Es lo que tiene la sociedad de la abundancia, que cuando ya piensa que ha arrasado con todo acaba por fijarse en las cosas sencillas, en las de toda la vida, como si estas necesitaran una capa de artificio para seguir conservando su lugar en el mundo. El proceso degenerativo —o creativo, según quien cuente la película— es bien conocido a estas alturas: sucede, por ejemplo, que un buen día un cocinero decide que el flamenquín con patatas es una cosa atrasada, un plato heredado de los años del hambre y propio de las economías menesterosas y acaba por concluir que la típica ración, al menos con ese nombre y con ese aspecto tan de siempre, afea la carta del establecimiento; hacen el resto una renovación en la vajilla (fundamental que los platos sean de un tamaño considerable) y unos cuantos adjetivos bien puestos detrás del rollo de carne con jamón y pan rebozado.

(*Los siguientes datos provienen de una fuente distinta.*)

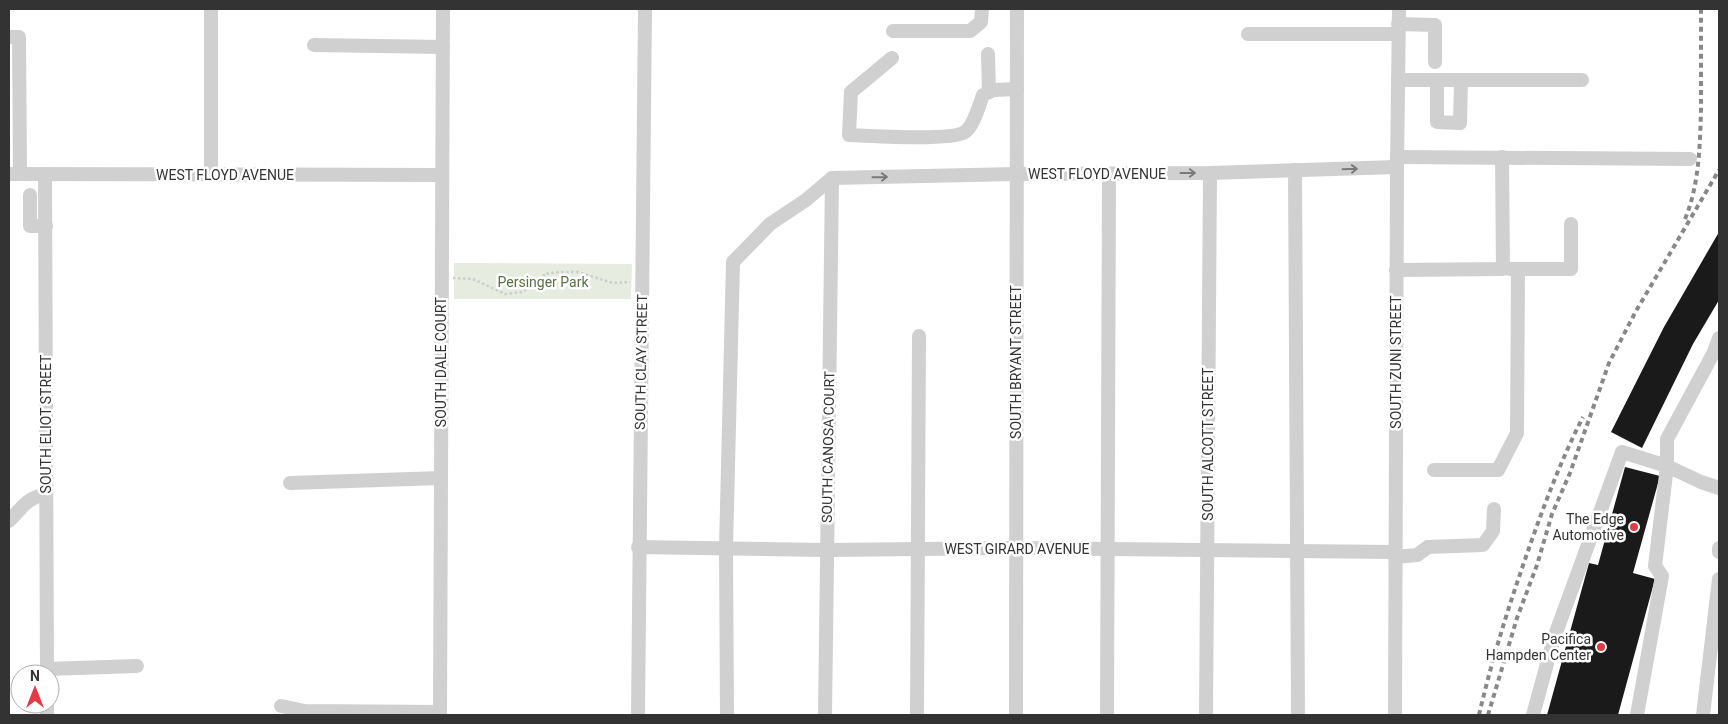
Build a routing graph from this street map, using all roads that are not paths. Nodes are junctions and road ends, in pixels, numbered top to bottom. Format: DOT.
graph roads {
  1 [pos="211,9"];
  2 [pos="443,9"];
  3 [pos="645,9"];
  4 [pos="982,9"];
  5 [pos="1017,9"];
  6 [pos="1398,9"];
  7 [pos="1398,29"];
  8 [pos="893,31"];
  9 [pos="1248,34"];
  10 [pos="9,37"];
  11 [pos="314,45"];
  12 [pos="443,47"];
  13 [pos="988,54"];
  14 [pos="892,58"];
  15 [pos="1435,62"];
  16 [pos="1398,80"];
  17 [pos="1437,80"];
  18 [pos="1461,80"];
  19 [pos="1582,80"];
  20 [pos="1017,89"];
  21 [pos="989,92"];
  22 [pos="14,143"];
  23 [pos="1502,157"];
  24 [pos="1690,159"];
  25 [pos="1397,162"];
  26 [pos="1295,170"];
  27 [pos="1210,173"];
  28 [pos="14,174"];
  29 [pos="46,174"];
  30 [pos="1016,174"];
  31 [pos="1109,174"];
  32 [pos="211,175"];
  33 [pos="442,175"];
  34 [pos="832,178"];
  35 [pos="30,195"];
  36 [pos="1572,224"];
  37 [pos="46,226"];
  38 [pos="1503,269"];
  39 [pos="1518,269"];
  40 [pos="1396,270"];
  41 [pos="919,336"];
  42 [pos="1719,338"];
  43 [pos="1667,466"];
  44 [pos="1434,470"];
  45 [pos="441,478"];
  46 [pos="290,483"];
  47 [pos="1719,488"];
  48 [pos="46,494"];
  49 [pos="1494,509"];
  50 [pos="9,521"];
  51 [pos="638,547"];
  52 [pos="726,548"];
  53 [pos="1016,548"];
  54 [pos="1719,548"];
  55 [pos="918,549"];
  56 [pos="826,550"];
  57 [pos="1108,550"];
  58 [pos="1207,551"];
  59 [pos="1298,552"];
  60 [pos="1719,552"];
  61 [pos="1395,555"];
  62 [pos="1719,579"];
  63 [pos="47,664"];
  64 [pos="137,666"];
  65 [pos="60,671"];
  66 [pos="281,706"];
  67 [pos="440,713"];
  68 [pos="638,715"];
  69 [pos="727,715"];
  70 [pos="825,715"];
  71 [pos="917,715"];
  72 [pos="1016,715"];
  73 [pos="1107,715"];
  74 [pos="1206,715"];
  75 [pos="1298,715"];
  76 [pos="1395,715"];
  77 [pos="1533,715"];
  78 [pos="1637,715"];
  79 [pos="1703,715"];
  1 -- 32 [label="street"];
  2 -- 12 [label="street, SOUTH DALE COURT"];
  3 -- 51 [label="street, SOUTH CLAY STREET"];
  4 -- 8 [label="street"];
  5 -- 20 [label="street, SOUTH BRYANT STREET"];
  6 -- 7 [label="street, SOUTH ZUNI STREET"];
  7 -- 9 [label="street"];
  7 -- 15 [label="street"];
  7 -- 16 [label="street, SOUTH ZUNI STREET"];
  10 -- 22 [label="street"];
  11 -- 12 [label="street"];
  12 -- 33 [label="street, SOUTH DALE COURT"];
  13 -- 21 [label="street"];
  14 -- 21 [label="street"];
  16 -- 17 [label="street"];
  16 -- 25 [label="street, SOUTH ZUNI STREET"];
  17 -- 18 [label="street"];
  17 -- 18 [label="street"];
  18 -- 19 [label="street"];
  20 -- 21 [label="street"];
  20 -- 30 [label="street, SOUTH BRYANT STREET"];
  22 -- 28 [label="street"];
  23 -- 24 [label="street, WEST FLOYD AVENUE"];
  23 -- 25 [label="street, WEST FLOYD AVENUE"];
  23 -- 38 [label="street"];
  26 -- 25 [label="street, WEST FLOYD AVENUE, one-way"];
  25 -- 40 [label="street, SOUTH ZUNI STREET"];
  26 -- 27 [label="street, WEST FLOYD AVENUE"];
  26 -- 59 [label="street"];
  31 -- 27 [label="street, WEST FLOYD AVENUE, one-way"];
  27 -- 58 [label="street, SOUTH ALCOTT STREET"];
  28 -- 29 [label="street, WEST FLOYD AVENUE"];
  29 -- 32 [label="street, WEST FLOYD AVENUE"];
  29 -- 37 [label="street, SOUTH ELIOT STREET"];
  30 -- 31 [label="street, WEST FLOYD AVENUE"];
  34 -- 30 [label="street, WEST FLOYD AVENUE, one-way"];
  30 -- 53 [label="street, SOUTH BRYANT STREET"];
  31 -- 57 [label="street"];
  32 -- 33 [label="street, WEST FLOYD AVENUE"];
  33 -- 45 [label="street, SOUTH DALE COURT"];
  34 -- 52 [label="street"];
  34 -- 56 [label="street, SOUTH CANOSA COURT"];
  35 -- 37 [label="street"];
  36 -- 39 [label="street"];
  37 -- 48 [label="street, SOUTH ELIOT STREET"];
  38 -- 39 [label="street"];
  38 -- 40 [label="street"];
  39 -- 44 [label="street"];
  40 -- 61 [label="street, SOUTH ZUNI STREET"];
  41 -- 55 [label="street"];
  42 -- 43 [label="street"];
  43 -- 47 [label="street"];
  43 -- 77 [label="street"];
  43 -- 78 [label="street"];
  45 -- 46 [label="street"];
  45 -- 67 [label="street, SOUTH DALE COURT"];
  48 -- 50 [label="street"];
  48 -- 63 [label="street, SOUTH ELIOT STREET"];
  49 -- 61 [label="street, WEST GIRARD AVENUE"];
  51 -- 52 [label="street, WEST GIRARD AVENUE"];
  51 -- 68 [label="street, SOUTH CLAY STREET"];
  52 -- 56 [label="street, WEST GIRARD AVENUE"];
  52 -- 69 [label="street"];
  53 -- 55 [label="street, WEST GIRARD AVENUE"];
  53 -- 57 [label="street, WEST GIRARD AVENUE"];
  53 -- 72 [label="street, SOUTH BRYANT STREET"];
  54 -- 60 [label="street"];
  55 -- 56 [label="street, WEST GIRARD AVENUE"];
  55 -- 71 [label="street"];
  56 -- 70 [label="street, SOUTH CANOSA COURT"];
  57 -- 58 [label="street, WEST GIRARD AVENUE"];
  57 -- 73 [label="street"];
  58 -- 59 [label="street, WEST GIRARD AVENUE"];
  58 -- 74 [label="street, SOUTH ALCOTT STREET"];
  59 -- 61 [label="street, WEST GIRARD AVENUE"];
  59 -- 75 [label="street"];
  61 -- 76 [label="street, SOUTH ZUNI STREET"];
  62 -- 79 [label="street"];
  64 -- 65 [label="street"];
  66 -- 67 [label="street"];
}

Y al agua tenía que llegarle su hora, por increíble que pareciera. No sabe nadie hasta dónde pueden alcanzar las disquisiciones de los especialistas después de dejar que el líquido elemento tome la consistencia adecuada en el paladar y se espese por cada glándula gustativa. Todo en plan «tú no te has fijado cómo en este caso los dos átomos de hidrógeno tienen una textura que orilla a un segundo plano, bien presente pero segundo, al de oxígeno», a lo que otra eminencia añadiría: «Persiste, aunque ciertamente difuso, el poso metálico de la conducción que ha traído a nuestro objeto de estudio hasta este recipiente del que nos hemos servido. Elogio además que la cata se produzca a temperatura ambiente, que evita añadidos innecesarios que estorban a las sensaciones tan singulares que esta experiencia nos está reportando. Ahora, por cierto, necesito un trago de algo fuerte para resetear mi paladar».